Now, ‘Sitecore Fast Query’ is supposed to be faster than ‘Sitecore Query’ but it wasn’t fast enough for our purposes. If you look at line #3 in the code snippet below you’ll see the path being built there and it looks like this when its built “fast://*[@_inRiver_Id=’201508′]”. 201508 is the Id of the entity from the inRiver System and the also the Name of the Item in Sitecore. After that seeing that I immediately thought, “aaah I can improve that by just giving it a more specific XPath. I was sure that something like this “fast:/sitecore/content/inRiver/387954//*[@_inRiver_id=’201508′]” would make the lookup faster. After all now it has to look in a sub-tree instead of the entire Sitecore content tree.

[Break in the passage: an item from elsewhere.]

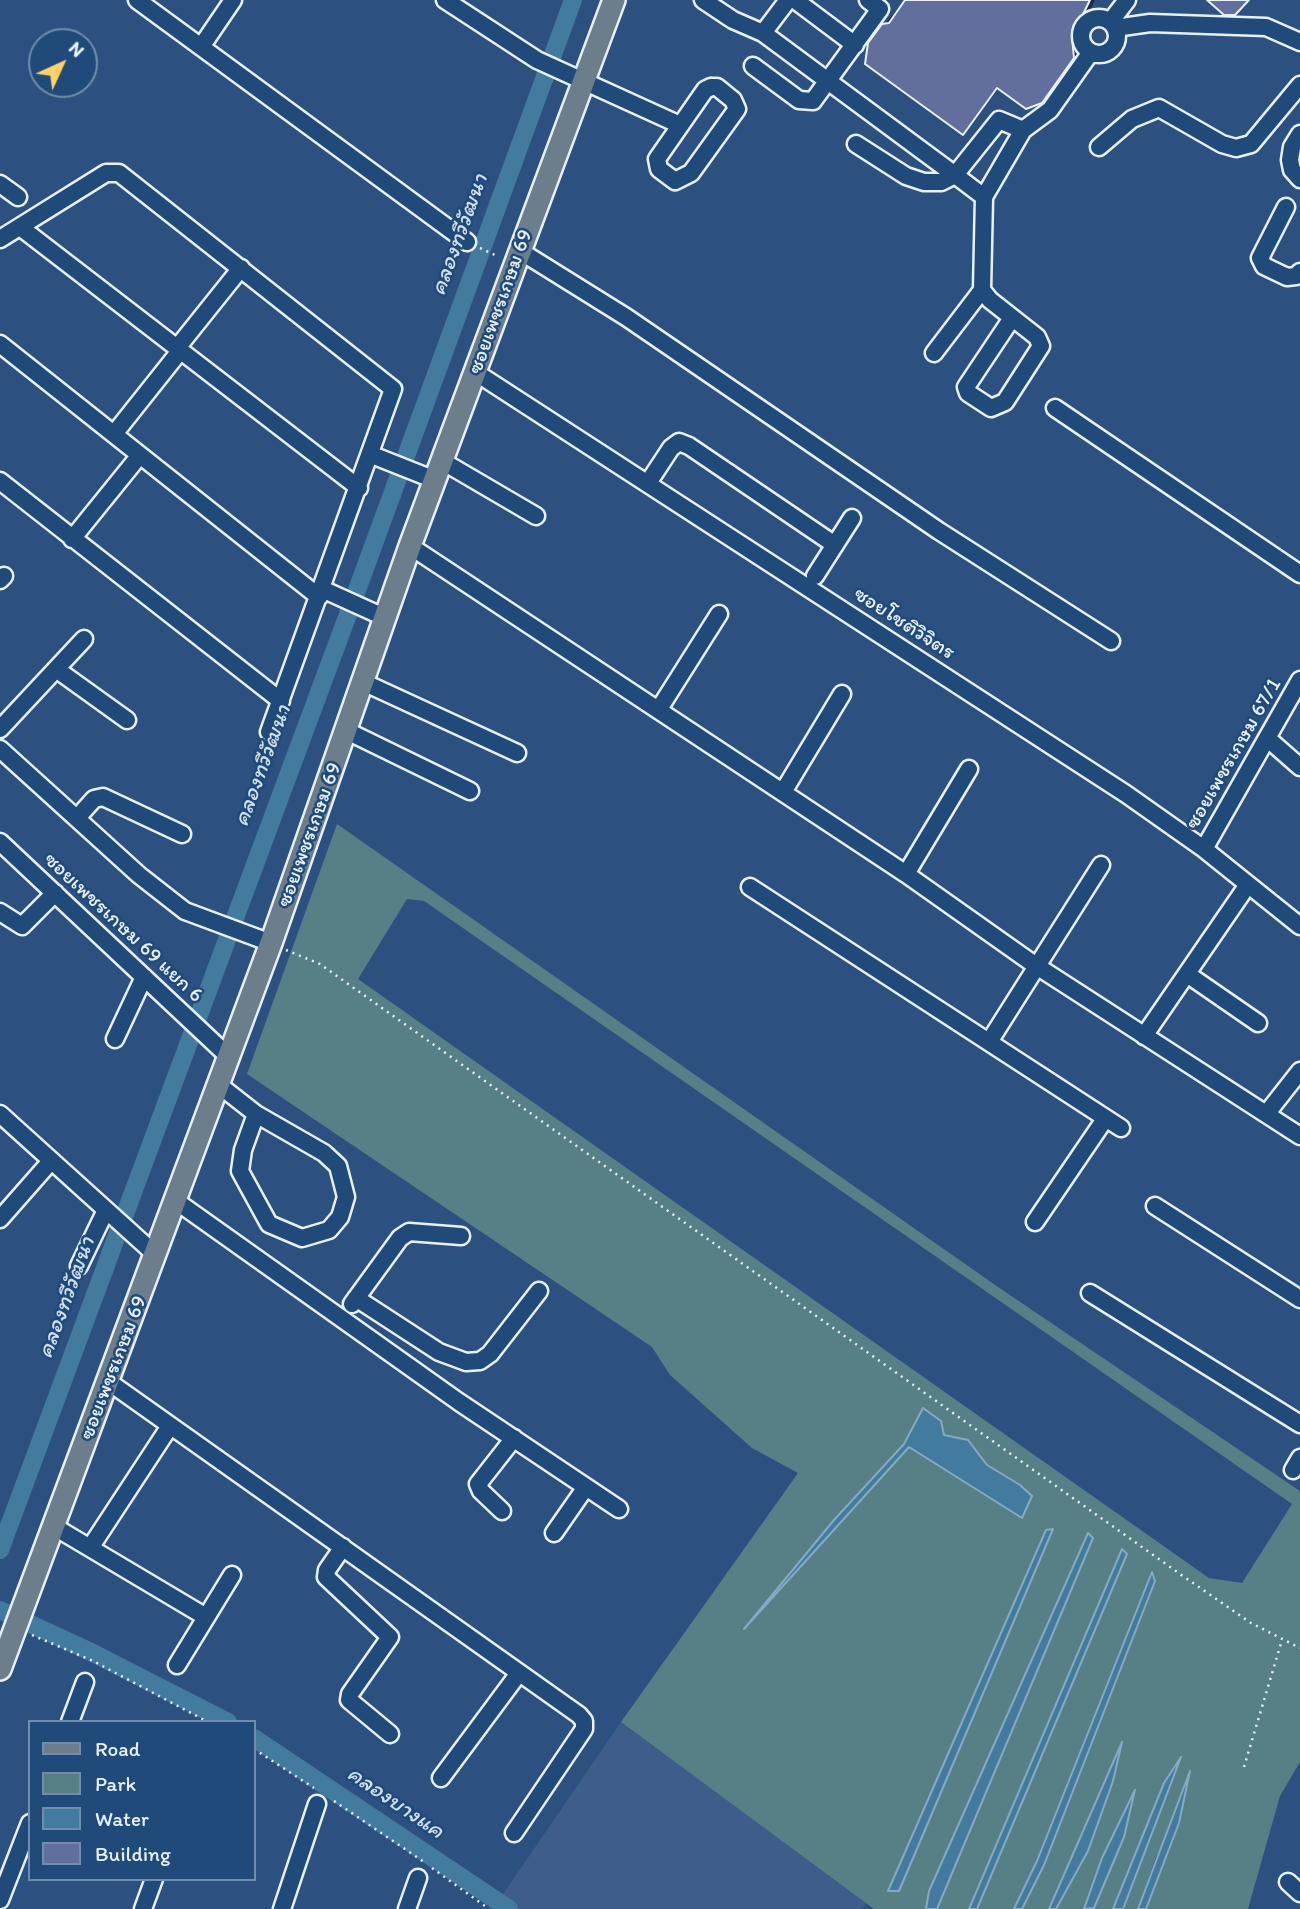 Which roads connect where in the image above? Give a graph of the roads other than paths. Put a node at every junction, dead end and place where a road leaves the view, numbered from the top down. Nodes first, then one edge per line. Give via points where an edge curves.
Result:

The results surprised me; it was actually 2-3 seconds slower than the non-specific XPath (see the Powershell ISE screenshot below). I think I need to do some SQL profiling to understand better as to how fast query translates to SQL. For the sake of completeness, I compared the look up times using an Id with both Plain Sitecore Query and Sitecore Fast Query and the results were as expected there.
In the end I ended up using the Content Search API (solr index) to lookup the Item which brought down the lookup time to be under 2 seconds.
/// This method gets called when inriver tries to update and entity in Sitecore though the HTTP Handler
internal void UpdateEntity(int entityId, int channelId)
string path = "fast://*[@_inRiver_Id='" + entityId + "']";
Stopwatch stopwatch = Stopwatch.StartNew();
Entity entity = RemoteManager.DataService.GetEntity(entityId, LoadLevel.DataOnly);
Utils.LogAction("Got entity with data. Took " + stopwatch.Elapsed, ApiType.InRiver, "UpdateEntity");
stopwatch = Stopwatch.StartNew();
Item items = this.MasterDatabase.SelectItems(path);
Utils.LogAction("Lookup items to update. Took " + stopwatch.Elapsed, ApiType.Sitecore, "UpdateEntity");
/// more irrelevant code below this